El Fasher, Soudan (PANA) – Les Forces de soutien rapide (FSR), unité paramilitaire soudanaise, ont annoncé jeudi l'arrestation de plusieurs de leurs membres, dont un commandant de terrain, Al-Fatih Abdullah Idris, surnommé “ Abolulu ”, après la diffusion de vidéos le montrant en train de procéder à des exécutions sommaires de civils à El Fasher suite à la prise de la ville dimanche dernier.

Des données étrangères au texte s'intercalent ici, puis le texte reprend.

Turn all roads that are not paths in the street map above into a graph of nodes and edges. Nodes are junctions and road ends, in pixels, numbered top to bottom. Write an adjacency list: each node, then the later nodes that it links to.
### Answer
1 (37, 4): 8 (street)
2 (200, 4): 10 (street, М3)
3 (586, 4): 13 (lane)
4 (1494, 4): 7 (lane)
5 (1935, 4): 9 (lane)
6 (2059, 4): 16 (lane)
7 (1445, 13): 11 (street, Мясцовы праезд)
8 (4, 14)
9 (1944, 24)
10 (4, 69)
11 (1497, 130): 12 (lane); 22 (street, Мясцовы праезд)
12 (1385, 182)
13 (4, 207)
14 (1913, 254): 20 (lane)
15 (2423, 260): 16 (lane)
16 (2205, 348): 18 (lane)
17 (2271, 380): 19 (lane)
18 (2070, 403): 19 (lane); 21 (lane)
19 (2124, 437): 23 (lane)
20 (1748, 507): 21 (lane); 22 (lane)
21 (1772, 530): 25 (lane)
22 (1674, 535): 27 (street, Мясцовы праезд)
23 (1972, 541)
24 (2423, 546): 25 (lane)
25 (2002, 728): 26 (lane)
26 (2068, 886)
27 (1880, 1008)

Selon Sudan Tribune, média soudanais, les images insoutenables et les nombreuses violations des droits humains commises par les FSR contre les civils dans la capitale du Darfour-Nord ont suscité une vive indignation internationale, et les appels se multiplient pour exiger la fin de ces atrocités et la traduction en justice des responsables.

Le journal rapporte que des plateformes affiliées aux FSR ont diffusé une vidéo montrant “ Abolulu ” menotté et conduit à la prison de Shala à El Fasher, puis placé en cellule.

Le commandant arrêté est accusé d'implication dans les massacres perpétrés à El Fasher ces derniers mois et après la chute de la ville le 26 octobre. Il était également connu pour des opérations similaires dans d'autres zones où les RSF étaient entrées.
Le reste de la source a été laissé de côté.